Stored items
Start of Block

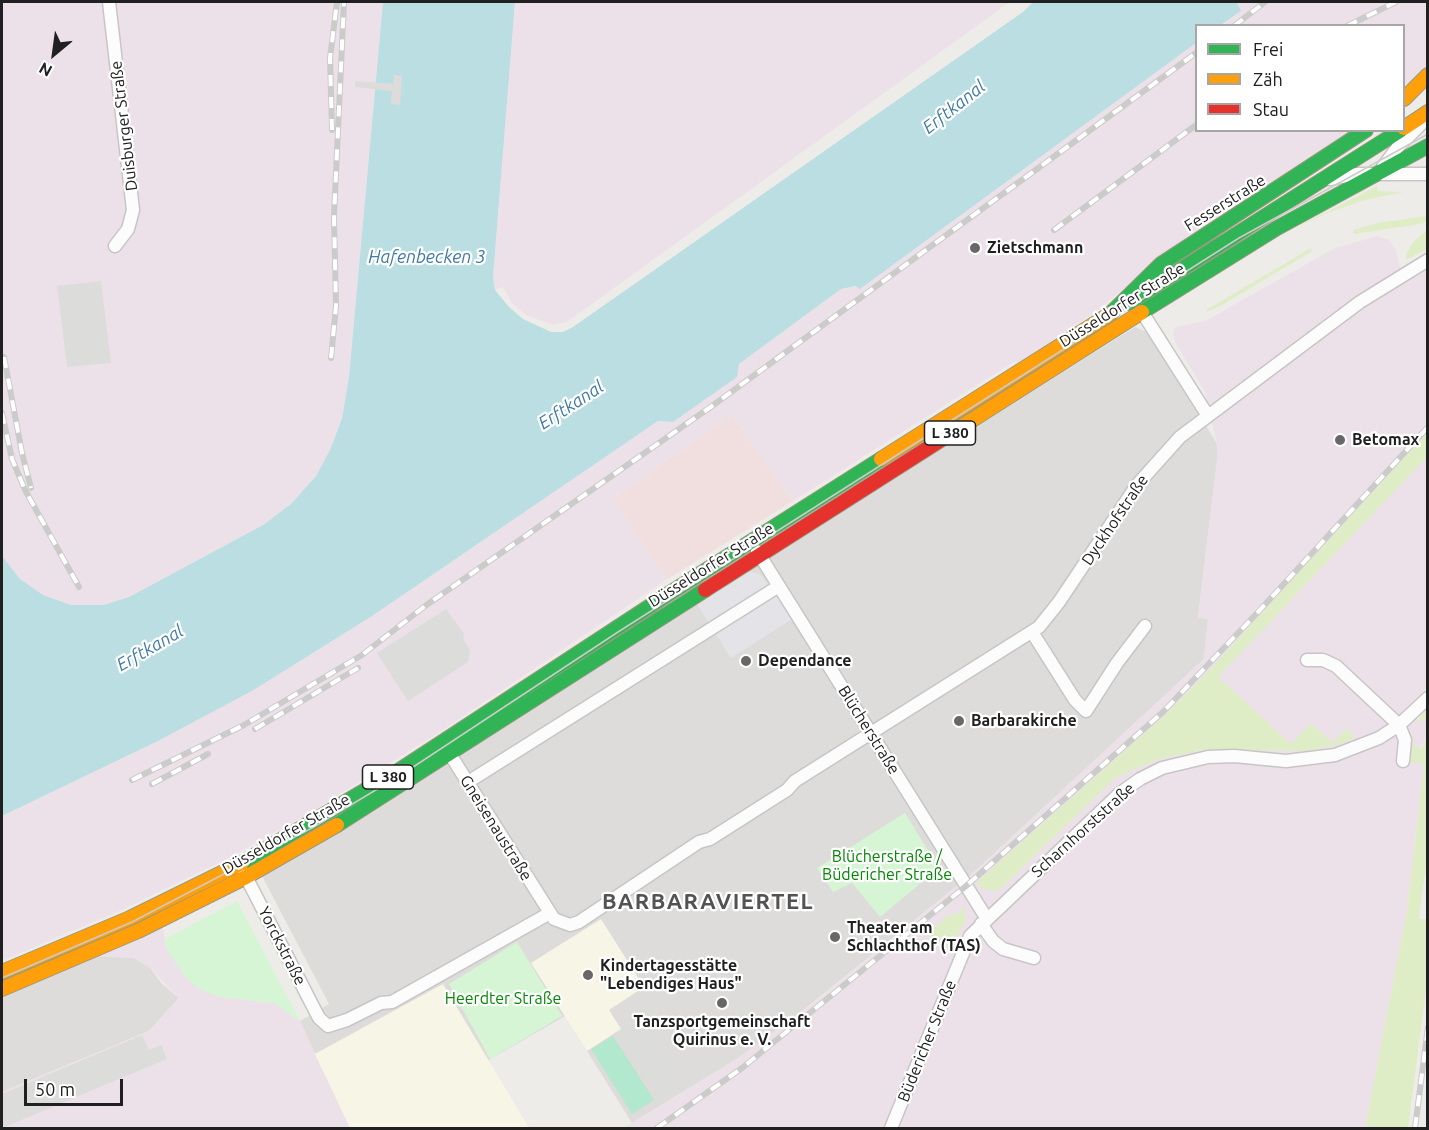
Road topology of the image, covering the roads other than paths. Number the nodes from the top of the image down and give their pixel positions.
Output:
1 (109, 2) edge
2 (1428, 75) edge
3 (1405, 98) edge
4 (1428, 112) edge
5 (1428, 118) edge
6 (1405, 127) edge
7 (1363, 132) edge
8 (1397, 132) edge
9 (1428, 146) edge
10 (1380, 173) junction
11 (1428, 174) edge
12 (1324, 180) junction
13 (115, 246) dead end
14 (1428, 260) edge
15 (1142, 312) junction
16 (1111, 314) junction
17 (1208, 416) junction
18 (751, 541) junction
19 (759, 554) junction
20 (779, 586) junction
21 (1145, 626) dead end
22 (1032, 632) junction
23 (1307, 660) dead end
24 (1428, 698) edge
25 (1399, 725) junction
26 (871, 734) junction
27 (442, 742) junction
28 (450, 754) junction
29 (1403, 761) dead end
30 (468, 782) junction
31 (239, 864) junction
32 (246, 877) junction
33 (550, 913) junction
34 (984, 921) junction
35 (1034, 958) dead end
36 (2, 972) edge
37 (2, 988) edge
38 (891, 1128) edge

1 - 13 street, Duisburger Straße
2 - 3 main road
4 - 6 main road, Düsseldorfer Straße / L 380
5 - 10 street
7 - 16 main road, Fesserstraße
8 - 12 main road, Düsseldorfer Straße / L 380
9 - 10 main road, Düsseldorfer Straße / L 380
10 - 11 street
10 - 12 street
10 - 15 main road, Düsseldorfer Straße / L 380
12 - 16 main road, Düsseldorfer Straße / L 380
14 - 17 street, Dyckhofstraße
15 - 17 street
15 - 19 main road, Düsseldorfer Straße / L 380
16 - 18 main road, Düsseldorfer Straße / L 380
17 - 22 street, Dyckhofstraße
18 - 19 street, Blücherstraße
18 - 27 main road, Düsseldorfer Straße / L 380
19 - 20 street, Blücherstraße
19 - 28 main road, Düsseldorfer Straße / L 380
20 - 26 street, Blücherstraße
20 - 30 street
21 - 22 street
22 - 26 street, Dyckhofstraße
23 - 25 street
24 - 25 street, Scharnhorststraße
25 - 29 street
25 - 34 street, Scharnhorststraße
26 - 33 street
26 - 34 street, Blücherstraße
27 - 28 street, Gneisenaustraße
27 - 31 main road, Düsseldorfer Straße / L 380
28 - 30 street, Gneisenaustraße
28 - 32 main road, Düsseldorfer Straße / L 380
30 - 33 street, Gneisenaustraße
31 - 32 street, Yorckstraße
31 - 36 main road, Düsseldorfer Straße / L 380
32 - 33 street, Yorckstraße
32 - 37 main road, Düsseldorfer Straße / L 380
34 - 35 street
34 - 38 street, Büdericher Straße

End of Block

What the exercise asks: Retype the records in full. Do not carry over the images.

Output for this exercise:
Road topology of the image, covering the roads other than paths. Number the nodes from the top of the image down and give their pixel positions.
Output:
1 (109, 2) edge
2 (1428, 75) edge
3 (1405, 98) edge
4 (1428, 112) edge
5 (1428, 118) edge
6 (1405, 127) edge
7 (1363, 132) edge
8 (1397, 132) edge
9 (1428, 146) edge
10 (1380, 173) junction
11 (1428, 174) edge
12 (1324, 180) junction
13 (115, 246) dead end
14 (1428, 260) edge
15 (1142, 312) junction
16 (1111, 314) junction
17 (1208, 416) junction
18 (751, 541) junction
19 (759, 554) junction
20 (779, 586) junction
21 (1145, 626) dead end
22 (1032, 632) junction
23 (1307, 660) dead end
24 (1428, 698) edge
25 (1399, 725) junction
26 (871, 734) junction
27 (442, 742) junction
28 (450, 754) junction
29 (1403, 761) dead end
30 (468, 782) junction
31 (239, 864) junction
32 (246, 877) junction
33 (550, 913) junction
34 (984, 921) junction
35 (1034, 958) dead end
36 (2, 972) edge
37 (2, 988) edge
38 (891, 1128) edge

1 - 13 street, Duisburger Straße
2 - 3 main road
4 - 6 main road, Düsseldorfer Straße / L 380
5 - 10 street
7 - 16 main road, Fesserstraße
8 - 12 main road, Düsseldorfer Straße / L 380
9 - 10 main road, Düsseldorfer Straße / L 380
10 - 11 street
10 - 12 street
10 - 15 main road, Düsseldorfer Straße / L 380
12 - 16 main road, Düsseldorfer Straße / L 380
14 - 17 street, Dyckhofstraße
15 - 17 street
15 - 19 main road, Düsseldorfer Straße / L 380
16 - 18 main road, Düsseldorfer Straße / L 380
17 - 22 street, Dyckhofstraße
18 - 19 street, Blücherstraße
18 - 27 main road, Düsseldorfer Straße / L 380
19 - 20 street, Blücherstraße
19 - 28 main road, Düsseldorfer Straße / L 380
20 - 26 street, Blücherstraße
20 - 30 street
21 - 22 street
22 - 26 street, Dyckhofstraße
23 - 25 street
24 - 25 street, Scharnhorststraße
25 - 29 street
25 - 34 street, Scharnhorststraße
26 - 33 street
26 - 34 street, Blücherstraße
27 - 28 street, Gneisenaustraße
27 - 31 main road, Düsseldorfer Straße / L 380
28 - 30 street, Gneisenaustraße
28 - 32 main road, Düsseldorfer Straße / L 380
30 - 33 street, Gneisenaustraße
31 - 32 street, Yorckstraße
31 - 36 main road, Düsseldorfer Straße / L 380
32 - 33 street, Yorckstraße
32 - 37 main road, Düsseldorfer Straße / L 380
34 - 35 street
34 - 38 street, Büdericher Straße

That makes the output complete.